Roland TR-8Sの使い方⑥ リアルタイムでの打ち込みについて

そろそろ疲れてきた感じもしますのでちょっと手を抜きながら進める6回目です。

今回は前回のステップレコーディングに対してリアルタイムレコーディングをやっていきます。


リアルタイムレコーディングもステップレコーディングも基本的には同じ

リアルタイムレコーディングとはその名の通り『リアルタイムでバシバシと叩いたフレーズを録音するもの』なわけですが、実際のところステップレコーディングと基本的には変わりません。

具体的に書きますと、ステップ入力の場合は[TR-REC]がONであるのに対してリアルタイムレコーディングの場合は[INST REC]がONであるというだけの違いとなります。

 <リアルタイム入力モードにする>
[INST REC]ボタンを押す(※ONになれば赤く光ります)

[INST REC]ボタンは以下の場所にあります。


リアルタイム入力モードになるとシーケンサーの点灯が11までに減少します。この11個がそれぞれのトラックとリンクしており、それぞれのシーケンサーを叩くことで「リアルタイム入力」を行うというわけですね。

サブステップやフラムについても同様です。違いとしてはシーケンサーを「押すのか」と「叩くのか」だけです。 

…というわけで、それ詳しい内容については前回を参照されてください。

<前回の記事>
フィーリングで学ぶぞ!Roland TR-8Sの使い方⑤

ちなみにキットによってはトラック数が11以下のものも存在しますので、必ずしもシーケンサーの点灯が11までいくとは限りません。

TR-8Sにおけるこのリアルタイムレコーディングは賛否が分かれるのではと感じます。

何故かと言いますと「シーケンサーが物理的に硬い」からです。まぁ…ステップ入力の場合はこちらの方が使いやすいので結局のところ『どちらを選ぶのか』という問題になるのかもしれませんが。

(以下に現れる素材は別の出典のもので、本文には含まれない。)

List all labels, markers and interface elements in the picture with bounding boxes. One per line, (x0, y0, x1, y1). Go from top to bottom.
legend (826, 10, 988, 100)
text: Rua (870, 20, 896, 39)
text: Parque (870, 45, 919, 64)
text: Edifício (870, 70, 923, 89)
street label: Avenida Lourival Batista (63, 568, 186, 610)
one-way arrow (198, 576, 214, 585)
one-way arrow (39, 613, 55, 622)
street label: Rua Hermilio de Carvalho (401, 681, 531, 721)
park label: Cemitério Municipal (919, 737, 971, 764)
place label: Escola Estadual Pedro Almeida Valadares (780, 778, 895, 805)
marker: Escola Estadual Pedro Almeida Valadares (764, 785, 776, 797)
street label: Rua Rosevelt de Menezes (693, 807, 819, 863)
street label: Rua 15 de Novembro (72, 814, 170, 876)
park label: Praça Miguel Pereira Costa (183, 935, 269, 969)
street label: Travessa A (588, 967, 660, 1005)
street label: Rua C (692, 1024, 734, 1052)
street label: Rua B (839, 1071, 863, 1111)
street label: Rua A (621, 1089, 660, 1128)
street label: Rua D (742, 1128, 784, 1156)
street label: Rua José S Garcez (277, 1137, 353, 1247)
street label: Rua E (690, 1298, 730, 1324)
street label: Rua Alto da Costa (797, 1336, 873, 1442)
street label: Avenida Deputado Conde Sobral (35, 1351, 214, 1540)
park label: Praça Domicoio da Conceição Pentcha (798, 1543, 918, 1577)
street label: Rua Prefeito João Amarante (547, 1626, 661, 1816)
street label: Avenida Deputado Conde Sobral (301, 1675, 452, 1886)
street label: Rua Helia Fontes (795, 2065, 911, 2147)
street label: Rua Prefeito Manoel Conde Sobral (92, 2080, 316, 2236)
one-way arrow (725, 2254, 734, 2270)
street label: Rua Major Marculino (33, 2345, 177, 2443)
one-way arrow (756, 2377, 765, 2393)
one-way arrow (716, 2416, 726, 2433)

一般的にドラムマシンにはウレタン系のパッドが採用されるものですが、TR-8Sのシーケンサーパッドはウレタンの上にプラスチックが乗っているような感じになっています。こうなると「叩く」という作業には不向きと言えます。

たくさん叩くと指が痛いですし、叩くときに発生する打撃音のせいでトラックの音が確認しにくくなります(これについてはヘッドフォンを使えば回避も出来ますが)。

この辺りの救済措置としてTR-8Sには独立した打ち込み用の「インストパッド」が用意されているため比較的なんとかなったりもするのですが、これはこれで微妙な面もあったりします。

リアルタイムレコーディングの注意点

個人的に考えるリアルタイムレコーディングの注意点として以下の2点があげられます。

・インストパッドの用途が限定的すぎる
・クオンタイズのON/OFF設定が無い(?)

うーん…。

・インストパッドの用途が限定的すぎる

これについては、ステップ入力の場合であってもリアルタイム入力の場合であっても『インストパッドを叩けば絶対に録音されてしまう』という点がネックだと感じます。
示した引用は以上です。